A master key system allows one key to open several locks. Those who are authorized have access to different doors within a system. A master key system allows security with as few keys as possible. The system is easy to use with only one key needed and simplified organization.

Most master key systems operate with a basic pin tumbler lock. To open this kind of lock, the pin stack, which consists of a driver pin and a key pin, must be elevated on opposite sides of the shear line. A key lifts the pins within the lock. The key pins are all different sizes. The driver pins are a universal size. The key has to have the right set of grooves to lift the key pins to the proper height. To convert a pin tumbler lock into a master key system, a master wafer pin is added between a driver and key pin. Once it is inserted, the pin stack will have two shear lines – one for the pin stack and one above or below the line for the master key.Master Key System - Locksmith Denver

Master key systems can be basic or very complex. The most basic master key system has two levels of keying. The lower level keys are called change keys. Each change key operates only one lock or one group of like keyed locks. They key at the top is known as the master key.  Within the master key system, one key may open two doors while another key only opens one of those doors and not the other. In order from lowest level to highest,

The master key system keys are as follows:

Change Key – Sometimes this key is called the sub-master key. It opens only one lock or locks that are identical. The lock that the change key opens can also be opened by the master key or, in more complex systems, the grand master key, or the great grand master key.

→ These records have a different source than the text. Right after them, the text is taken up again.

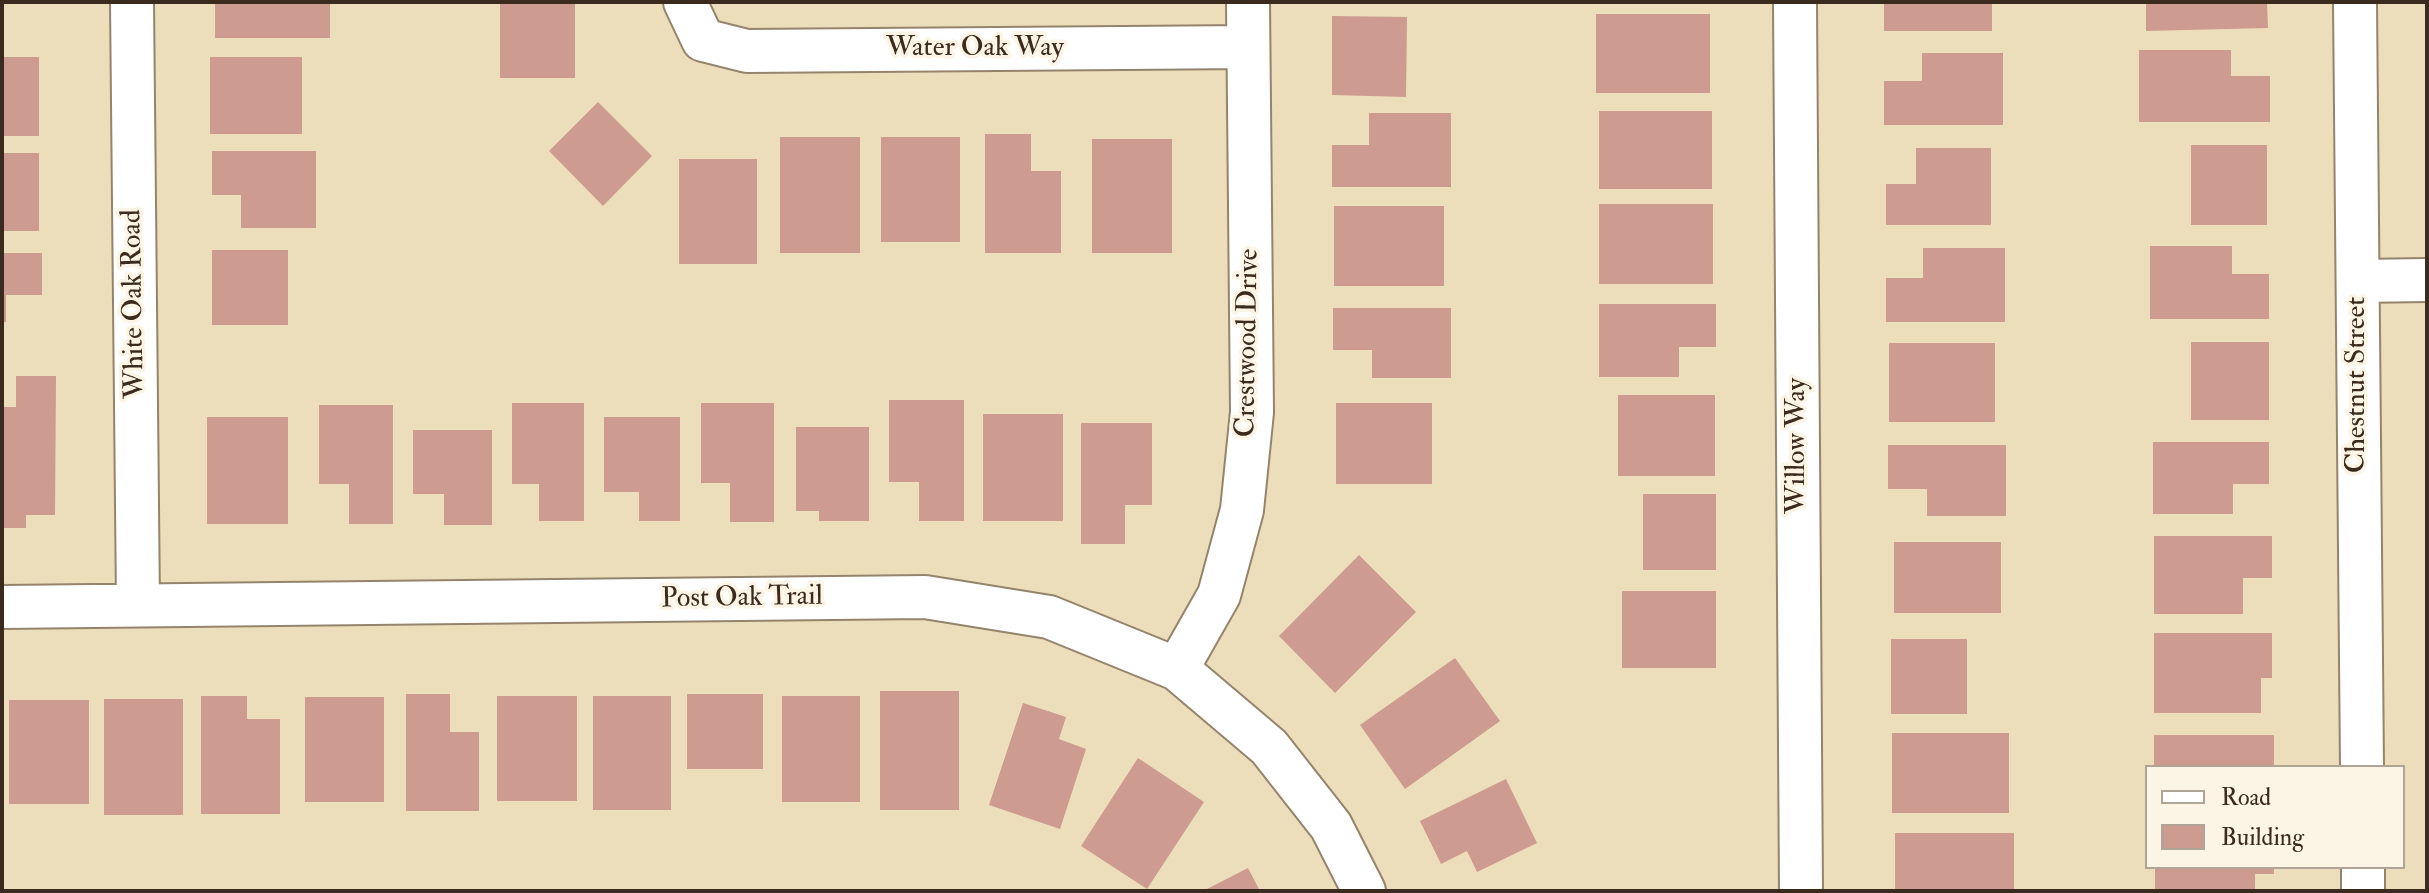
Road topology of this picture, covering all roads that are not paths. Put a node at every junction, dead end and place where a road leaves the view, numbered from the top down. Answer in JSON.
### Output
{"nodes":[{"id":1,"x":132,"y":2,"type":"edge"},
{"id":2,"x":685,"y":2,"type":"edge"},
{"id":3,"x":1248,"y":2,"type":"edge"},
{"id":4,"x":1795,"y":2,"type":"edge"},
{"id":5,"x":2355,"y":2,"type":"edge"},
{"id":6,"x":1248,"y":47,"type":"junction"},
{"id":7,"x":2427,"y":280,"type":"edge"},
{"id":8,"x":2358,"y":281,"type":"junction"},
{"id":9,"x":138,"y":605,"type":"junction"},
{"id":10,"x":2,"y":607,"type":"edge"},
{"id":11,"x":1177,"y":669,"type":"junction"},
{"id":12,"x":2362,"y":765,"type":"edge"},
{"id":13,"x":2363,"y":869,"type":"edge"},
{"id":14,"x":1364,"y":891,"type":"edge"},
{"id":15,"x":1801,"y":891,"type":"edge"},
{"id":16,"x":2363,"y":891,"type":"edge"}],
"edges":[{"from":1,"to":9,"type":"street","name":"White Oak Road"},
{"from":2,"to":6,"type":"street","name":"Water Oak Way"},
{"from":3,"to":6,"type":"street","name":"Crestwood Drive"},
{"from":4,"to":15,"type":"street","name":"Willow Way"},
{"from":5,"to":8,"type":"street","name":"Chestnut Street"},
{"from":6,"to":11,"type":"street","name":"Crestwood Drive"},
{"from":7,"to":8,"type":"street"},
{"from":8,"to":12,"type":"street","name":"Chestnut Street"},
{"from":9,"to":10,"type":"street","name":"Post Oak Trail"},
{"from":9,"to":11,"type":"street","name":"Post Oak Trail"},
{"from":11,"to":14,"type":"street","name":"Post Oak Trail"},
{"from":13,"to":16,"type":"street"}]}
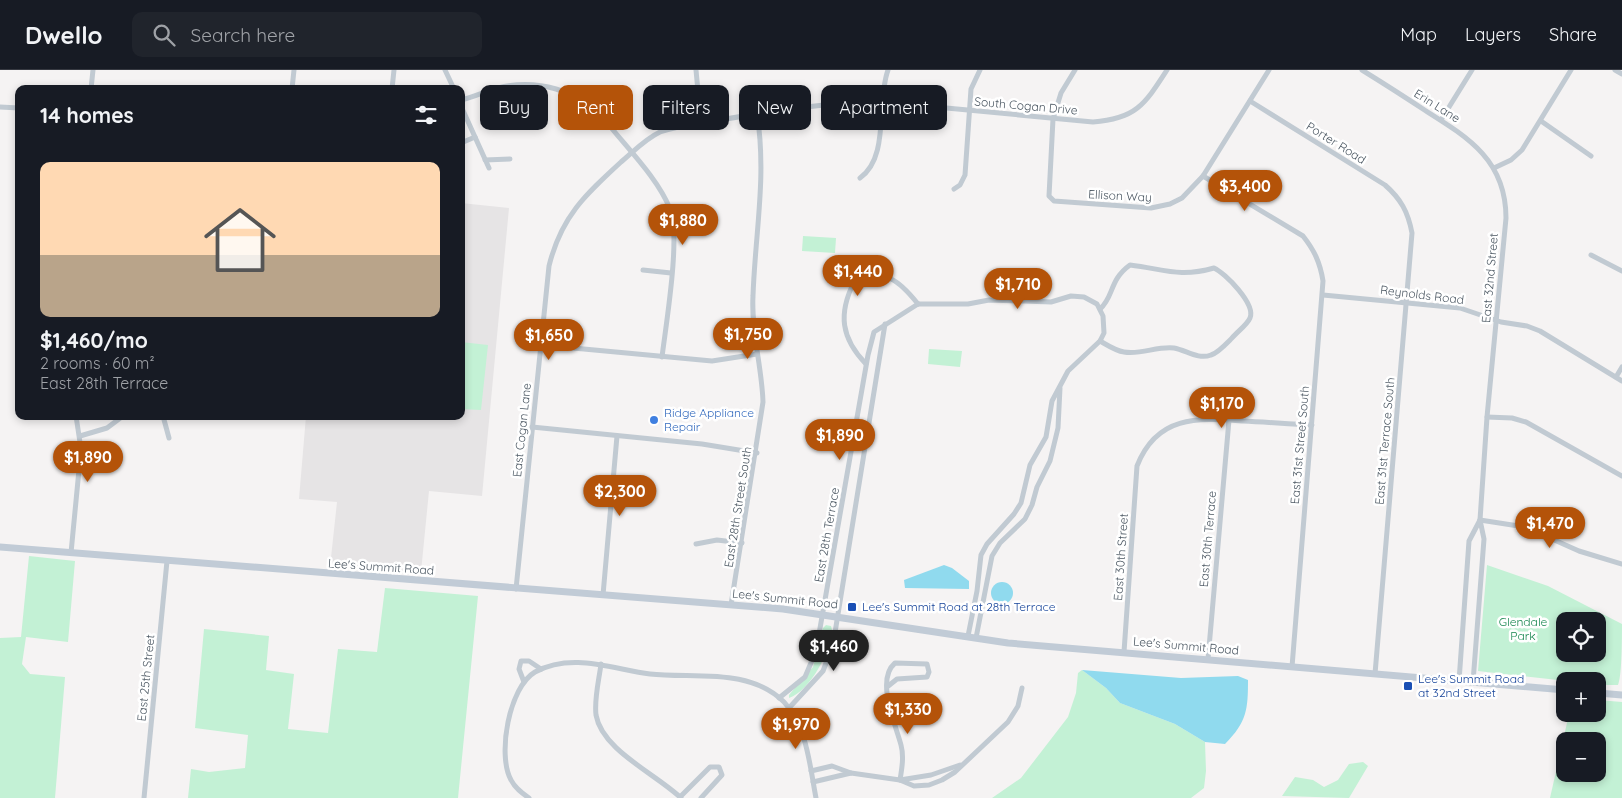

Master Key – In the most basic system, the master key is the top level key. It opens every lock of the change keys below it.

Grand Master Key – In a slightly more complex system, the grand master key will open every master key lock within the master key system as well as all of the subsequent change keys.

Great Grand Master Key – In the most complex master key systems, there is a great grand master key. This key will open all of the grand master key, master key systems and change locks beneath it.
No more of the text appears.